Datasets

2024 (forthcoming in Cliometrica) - "A new data set on learning-adjusted years of schooling"


This paper presents the largest data set on learning-adjusted year of schooling (LAYS), a combination of both years of schoolings and learning outcomes. Our internationally comparable database focuses on both quantity and quality of schooling. Quantity dimension is measured by years of schooling and uses the latest data from Barro and Lee (2017) while quality dimension is taken from linking standardized, psychometrically-robust international and regional achievement tests (PISA, TIMSS, SACMEQ, LLECE, PIRLS, and PASEC) and hybrid tests (EGRA and ASER). The data are available for almost all countries in the World between 1970 and 2020, although the panel is unbalanced. Several findings can be highlighted. A global convergence on both learning outcomes and enrollment occurs since 1970. A very low number of countries perform better over time regarding the quality of schooling, while most countries have a stable level of their learning outcomes. Our LAYS indicator is more predictive for economic growth than standard years of schooling.

Download dataset (external link)

2018 - Global Data Set on Education Quality (1965-2015)  (With Noam Angrist and Harry Patrinos)

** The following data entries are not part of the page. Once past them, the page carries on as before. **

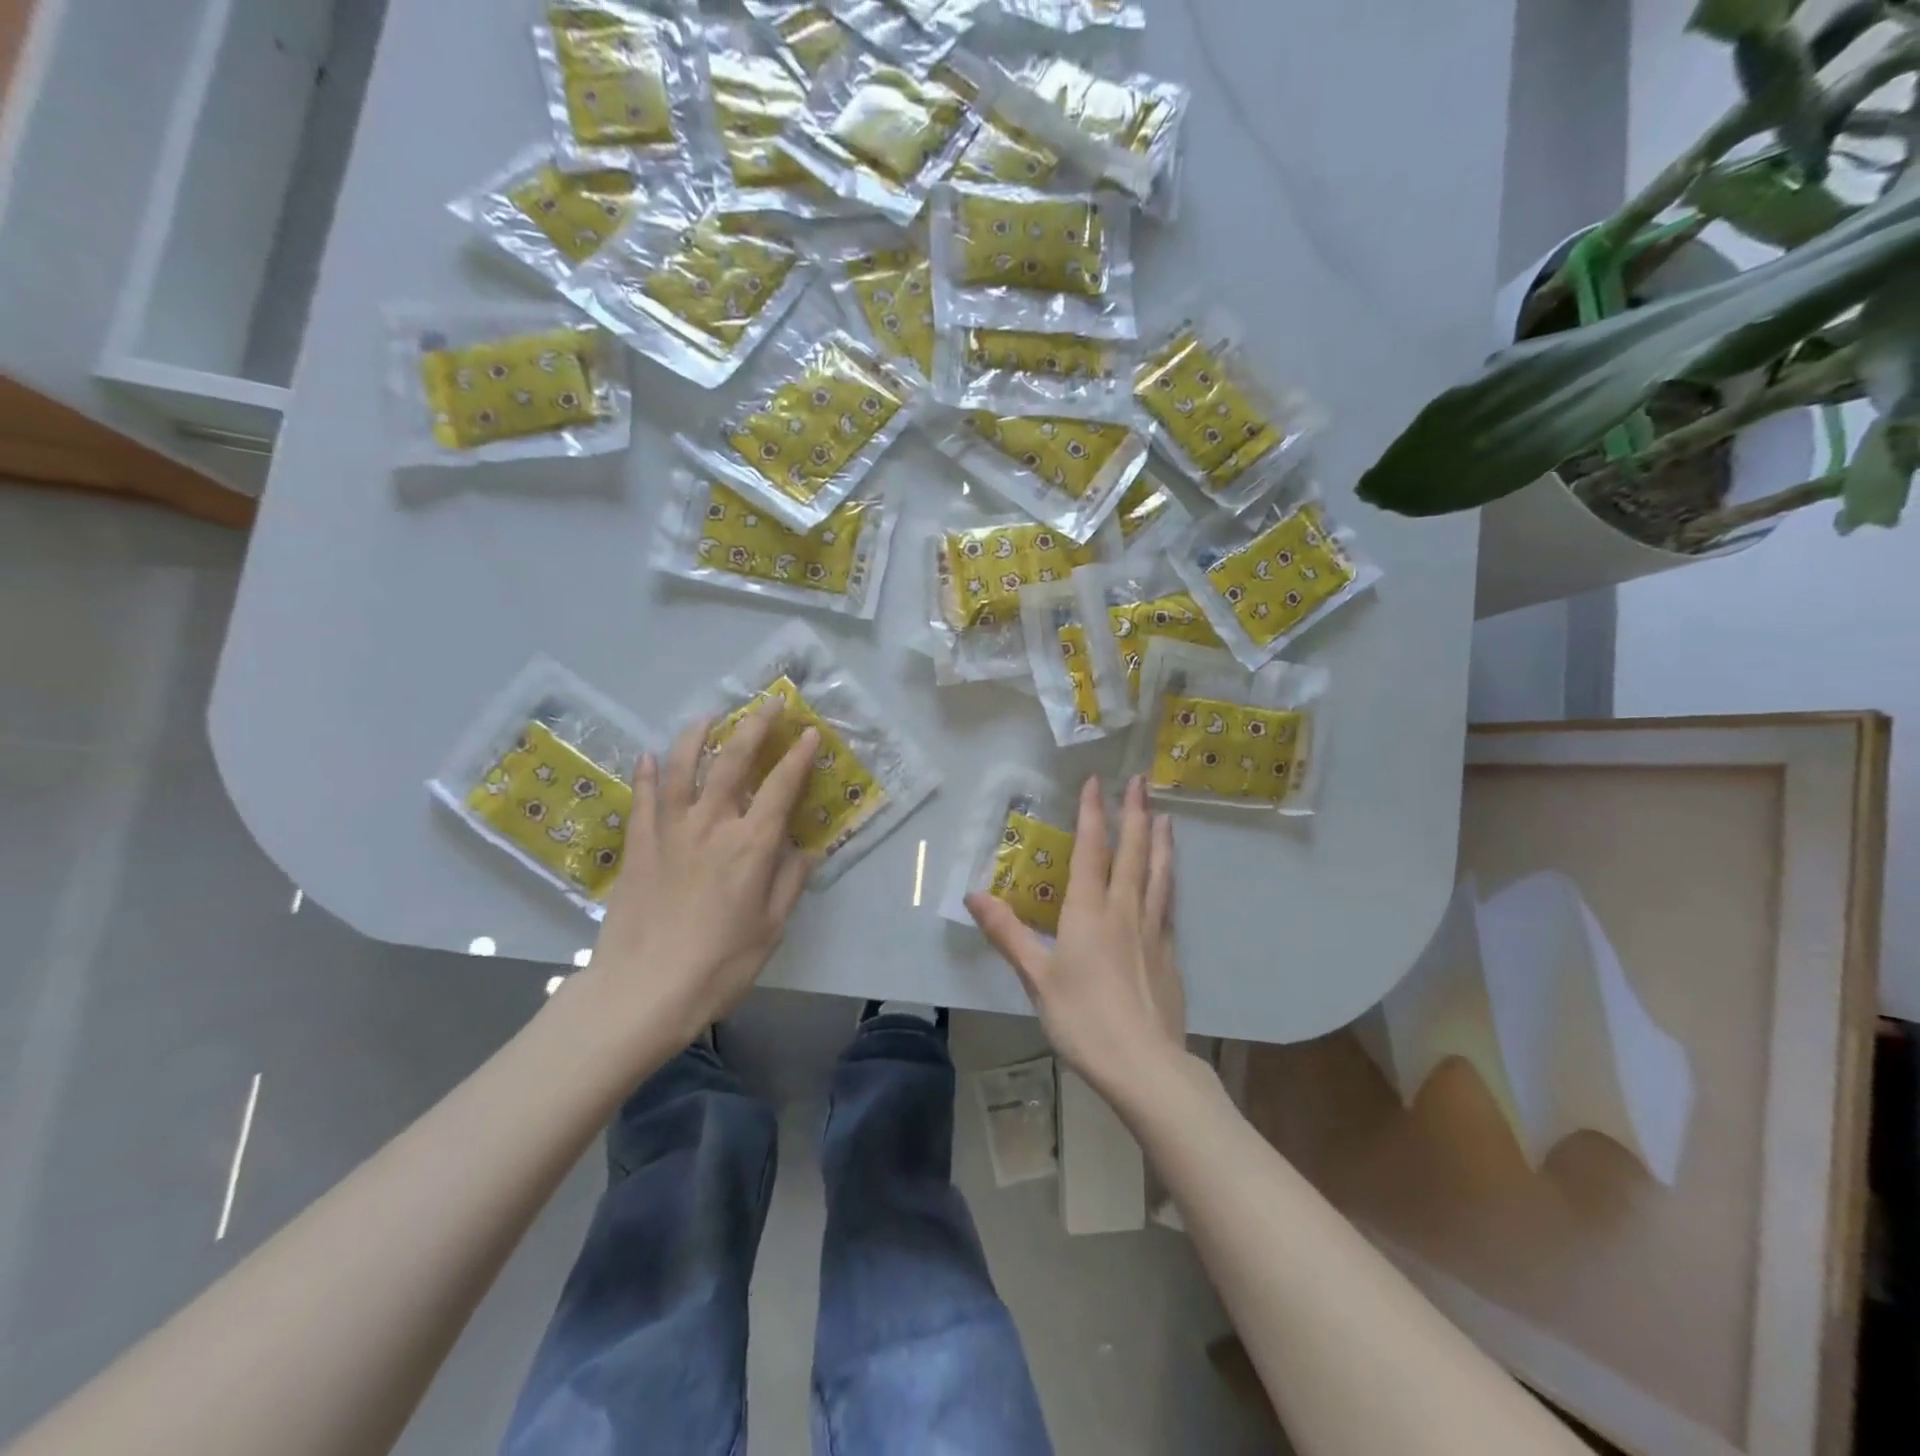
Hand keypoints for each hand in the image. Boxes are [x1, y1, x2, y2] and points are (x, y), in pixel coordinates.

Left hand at [585, 703, 818, 1048]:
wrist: (643, 990)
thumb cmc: (719, 965)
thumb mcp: (771, 928)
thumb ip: (790, 882)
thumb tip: (804, 849)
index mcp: (751, 845)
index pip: (781, 786)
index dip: (799, 756)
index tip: (810, 733)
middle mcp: (712, 824)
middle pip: (733, 761)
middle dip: (755, 727)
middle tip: (768, 704)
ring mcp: (670, 831)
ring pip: (684, 768)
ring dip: (698, 736)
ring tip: (707, 717)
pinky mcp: (638, 846)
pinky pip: (643, 798)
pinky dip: (648, 773)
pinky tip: (650, 756)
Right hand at [968, 776, 1186, 1107]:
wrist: (1144, 1064)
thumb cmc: (1082, 1019)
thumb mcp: (1036, 977)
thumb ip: (1007, 932)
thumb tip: (973, 894)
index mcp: (1089, 911)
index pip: (1092, 850)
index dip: (1092, 814)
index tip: (1095, 782)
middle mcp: (1124, 910)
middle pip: (1133, 852)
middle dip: (1135, 813)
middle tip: (1141, 780)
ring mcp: (1152, 930)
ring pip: (1158, 873)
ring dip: (1160, 840)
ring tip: (1164, 816)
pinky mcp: (1169, 952)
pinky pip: (1168, 901)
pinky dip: (1168, 877)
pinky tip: (1169, 877)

This paper presents the largest globally comparable panel database of education quality. The database includes 163 countries and regions over 1965-2015. The globally comparable achievement outcomes were constructed by linking standardized, psychometrically-robust international and regional achievement tests. The paper contributes to the literature in the following ways: (1) it is the largest and most current globally comparable data set, covering more than 90 percent of the global population; (2) the data set includes 100 developing areas and the most developing countries included in such a data set to date -- the countries that have the most to gain from the potential benefits of a high-quality education; (3) the data set contains credible measures of globally comparable achievement distributions as well as mean scores; (4) the data set uses multiple methods to link assessments, including mean and percentile linking methods, thus enhancing the robustness of the data set; (5) the data set includes the standard errors for the estimates, enabling explicit quantification of the degree of reliability of each estimate; and (6) the data set can be disaggregated across gender, socioeconomic status, rural/urban, language, and immigration status, thus enabling greater precision and equity analysis. A first analysis of the data set reveals a few important trends: learning outcomes in developing countries are often clustered at the bottom of the global scale; although variation in performance is high in developing countries, the top performers still often perform worse than the bottom performers in developed countries; gender gaps are relatively small, with high variation in the direction of the gap; and distributions reveal meaningfully different trends than mean scores, with less than 50 percent of students reaching the global minimum threshold of proficiency in developing countries relative to 86 percent in developed countries. The paper also finds a positive and significant association between educational achievement and economic growth. The data set can be used to benchmark global progress on education quality, as well as to uncover potential drivers of education quality, growth, and development. 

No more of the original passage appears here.